Les 170 membres de l’OMI ont fixé dès 2018 l’objectif de réduction de moitié des GES d’ici à 2050. Pour autant, le 26 juillet 2019, neuf compagnies maritimes, membres d’Armateurs de France, ont signé la charte SAIL (Sustainable Actions for Innovative and Low-impact Shipping) : Britanny Ferries, CMA-CGM, Corsica Ferries, Corsica Linea, La Méridionale, Louis-Dreyfus Armateurs, L’Express des îles, Orange Marine et Ponant. Parmi les mesures prises, le recours au gaz naturel liquéfié (GNL).

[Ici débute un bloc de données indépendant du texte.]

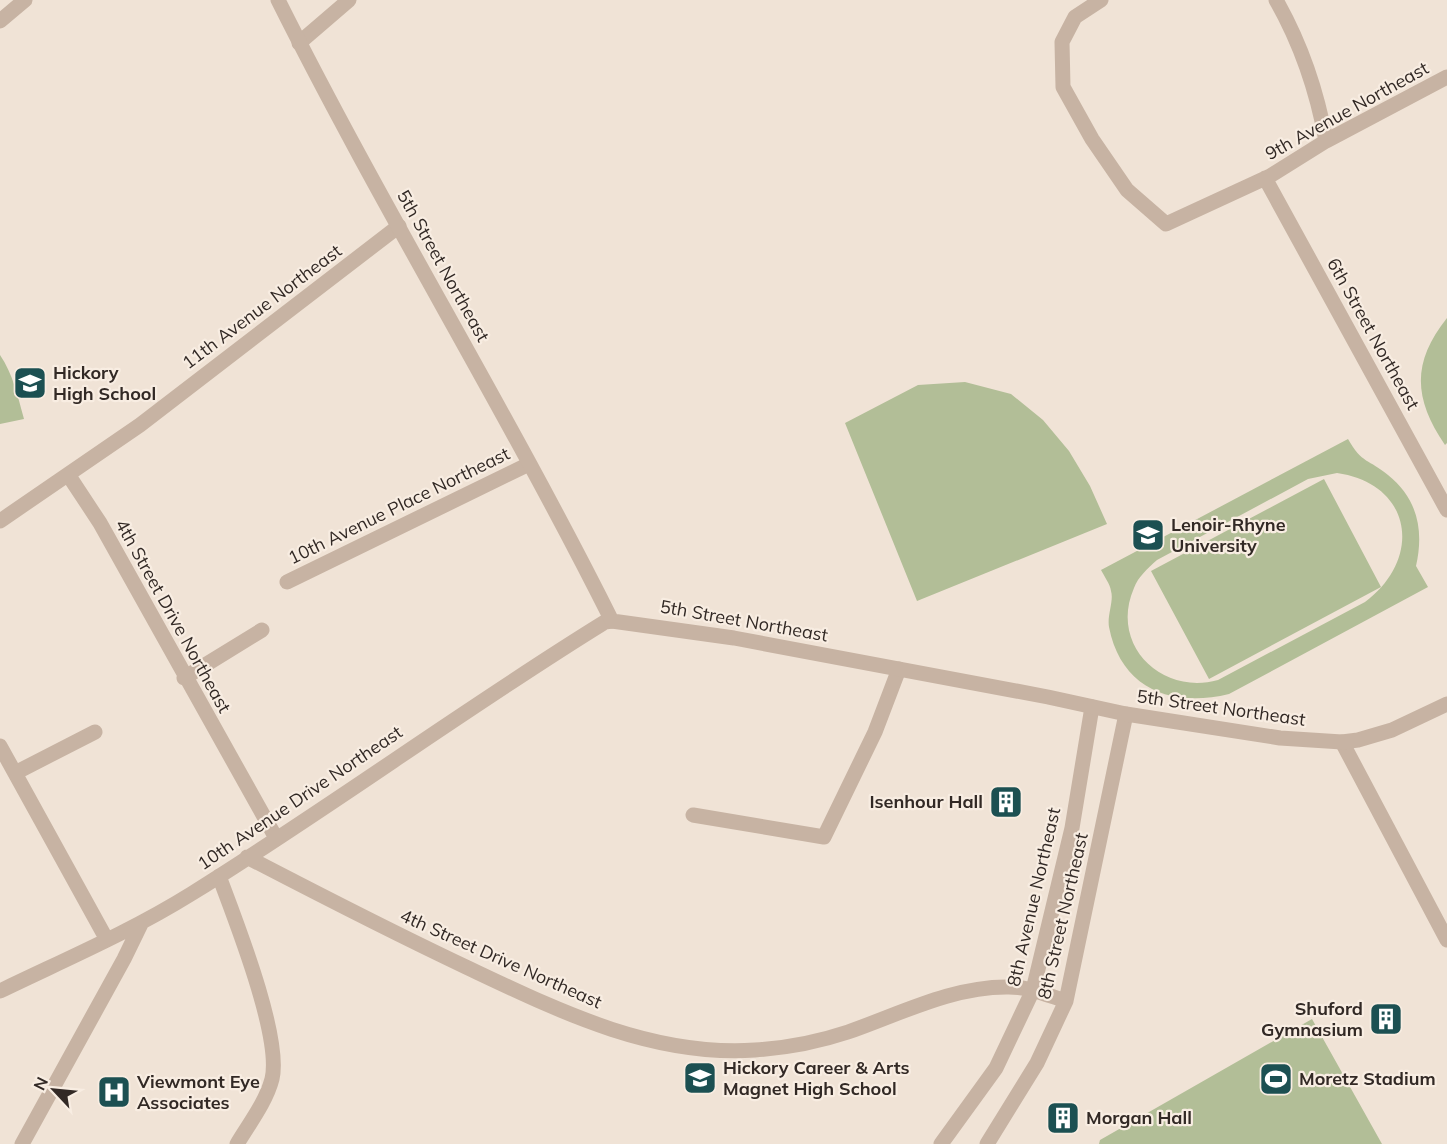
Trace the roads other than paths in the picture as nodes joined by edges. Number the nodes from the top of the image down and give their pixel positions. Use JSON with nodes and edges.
{"nodes":[{"id":1,"x":25,"y":0,"type":"edge"},
{"id":2,"x":278,"y":0,"type":"edge"},
{"id":3,"x":349,"y":0,"type":"edge"},
{"id":4,"x":1101,"y":0,"type":"edge"},
{"id":5,"x":1276,"y":0,"type":"edge"},
{"id":6,"x":0,"y":21,"type":"edge"},
{"id":7,"x":299,"y":43,"type":"junction"},
{"id":8,"x":1447,"y":77,"type":"edge"},
{"id":9,"x":1326,"y":141,"type":"junction"},
{"id":10,"x":1265,"y":178,"type":"junction"},
{"id":11,"x":399,"y":226,"type":"junction"},
{"id":12,"x":529,"y":464,"type":"junction"},
{"id":13,"x":69,"y":476,"type":"junction"},
{"id":14,"x":1447,"y":510,"type":"edge"},
{"id":15,"x":0,"y":521,"type":"edge"},
{"id":16,"x":287,"y":582,"type":"dead end"},
{"id":17,"x":612,"y":621,"type":"junction"},
{"id":18,"x":262,"y":630,"type":"dead end"},
{"id":19,"x":899,"y":669,"type":"junction"},
{"id":20,"x":184,"y":678,"type":"junction"},
{"id":21,"x":1447,"y":704,"type":"edge"},
{"id":22,"x":1092,"y":707,"type":"junction"},
{"id":23,"x":1126,"y":714,"type":"junction"},
{"id":24,"x":95,"y":732,"type":"dead end"},
{"id":25,"x":1342,"y":742,"type":"junction"},
{"id":26,"x":0,"y":746,"type":"edge"},
{"id":27,"x":15,"y":773,"type":"junction"},
{"id":28,"x":693,"y":815,"type":"dead end"},
{"id":29,"x":276,"y":838,"type":"junction"},
{"id":30,"x":247,"y":857,"type":"junction"},
{"id":31,"x":219,"y":876,"type":"junction"},
{"id":32,"x":142,"y":922,"type":"junction"},
{"id":33,"x":107,"y":940,"type":"junction"},
{"id":34,"x":1447,"y":940,"type":"edge"},
{"id":35,"x":1034,"y":990,"type":"junction"},
{"id":36,"x":0,"y":991,"type":"edge"},
{"id":37,"x":1066,"y":1001,"type":"junction"},
{"id":38,"x":22,"y":1144,"type":"edge"},
{"id":39,"x":237,"y":1144,"type":"edge"},
{"id":40,"x":941,"y":1144,"type":"edge"},
{"id":41,"x":987,"y":1144,"type":"edge"}],
"edges":[{"from":1,"to":6,"type":"street"},
{"from":2,"to":7,"type":"street","name":"5th Street Northeast"},
{"from":3,"to":7,"type":"street"},
{"from":4,"to":10,"type":"street","name":"9th Avenue Northeast"},
{"from":5,"to":9,"type":"street"},
{"from":7,"to":11,"type":"street","name":"5th Street Northeast"},
{"from":8,"to":9,"type":"street","name":"9th Avenue Northeast"},
{"from":9,"to":10,"type":"street","name":"9th Avenue Northeast"},
{"from":10,"to":14,"type":"street","name":"6th Street Northeast"},
{"from":11,"to":12,"type":"street","name":"5th Street Northeast"},
{"from":11,"to":13,"type":"street","name":"11th Avenue Northeast"},
{"from":12,"to":16,"type":"street","name":"10th Avenue Place Northeast"},
{"from":12,"to":17,"type":"street","name":"5th Street Northeast"},
{"from":13,"to":15,"type":"street","name":"11th Avenue Northeast"},
{"from":13,"to":20,"type":"street","name":"4th Street Drive Northeast"},
{"from":17,"to":19,"type":"street","name":"5th Street Northeast"},
{"from":17,"to":29,"type":"street","name":"10th Avenue Drive Northeast"},
{"from":18,"to":20,"type":"street"},
{"from":19,"to":22,"type":"street","name":"5th Street Northeast"},
{"from":19,"to":28,"type":"street"},
{"from":20,"to":29,"type":"street","name":"4th Street Drive Northeast"},
{"from":21,"to":25,"type":"street","name":"5th Street Northeast"},
{"from":22,"to":23,"type":"street","name":"5th Street Northeast"},
{"from":22,"to":35,"type":"street","name":"8th Avenue Northeast"},
{"from":23,"to":25,"type":"street","name":"5th Street Northeast"},
{"from":23,"to":37,"type":"street","name":"8th Street Northeast"},
{"from":24,"to":27,"type":"street"},
{"from":25,"to":34,"type":"street"},
{"from":26,"to":27,"type":"street"},
{"from":27,"to":33,"type":"street"},
{"from":29,"to":30,"type":"street","name":"10th Avenue Drive Northeast"},
{"from":30,"to":31,"type":"street","name":"10th Avenue Drive Northeast"},
{"from":30,"to":35,"type":"street","name":"4th Street Drive Northeast"},
{"from":31,"to":32,"type":"street","name":"10th Avenue Drive Northeast"},
{"from":31,"to":39,"type":"street"},
{"from":32,"to":33,"type":"street","name":"10th Avenue Drive Northeast"},
{"from":32,"to":38,"type":"street"},
{"from":33,"to":36,"type":"street","name":"10th Avenue Drive Northeast"},
{"from":35,"to":37,"type":"street","name":"4th Street Drive Northeast"},
{"from":35,"to":40,"type":"street","name":"8th Avenue Northeast"},
{"from":37,"to":41,"type":"street","name":"8th Street Northeast"}]}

Pour la task-force Économie maritime du Medef International (TFEM), qui réunit les structures de l’économie maritime française avec près de 300 000 emplois directs, il est important d’abord de « verrouiller les gains enregistrés en matière de vitesse réduite (− 20 %) pour les porte-conteneurs ». La TFEM et le Cluster maritime français, qui travaillent ensemble, souhaitent que la décision de réduire la vitesse des navires de fret soit prise au niveau mondial. Mais déjà, plusieurs pays exportateurs d’Amérique du Sud ont fait part de leur opposition. Le vote aura lieu en 2020 avec, si tout se passe bien, une application à partir de 2023.
En attendant, la task-force travaille sur plusieurs solutions comme l’amélioration de la qualité du carburant, les cargos naviguant au gaz, avec également la question du ravitaillement dans les ports, et même les cargos à voile.
Il y a aussi les systèmes de branchement électrique à quai. À Marseille, 10 à 15 % de la pollution de l’air provient de l’activité maritime. La ville a accueilli 511 escales en 2018, soit 1,7 million de passagers. Ce chiffre pourrait grimper à 2 millions en 2020. Or, pendant que les touristes visitent la ville et la région, les moteurs de ces immenses navires continuent de tourner pour faire fonctionner tous les équipements à bord. Le Grand Port maritime de Marseille (GPMM) a décidé de développer un système de branchement à quai afin qu’ils puissent stopper leurs moteurs. Les ferries vers la Corse utilisent ce système depuis 2017. Cela a permis d’économiser 1 200 tonnes de pétrole par an. Un représentant du port de Marseille explique : « La connexion électrique à quai est pour nous la solution technique la plus efficace pour supprimer les polluants et les gaz à effet de serre émis par le bateau en escale. » Le GPMM prévoit la mise en service de deux postes électriques d’ici à 2025.
Photo ci-dessus : Dans un contexte de forte croissance du fret maritime, l’Organisation maritime internationale souhaite faire baisser de 40 % les émissions de CO2 par tonne transportée.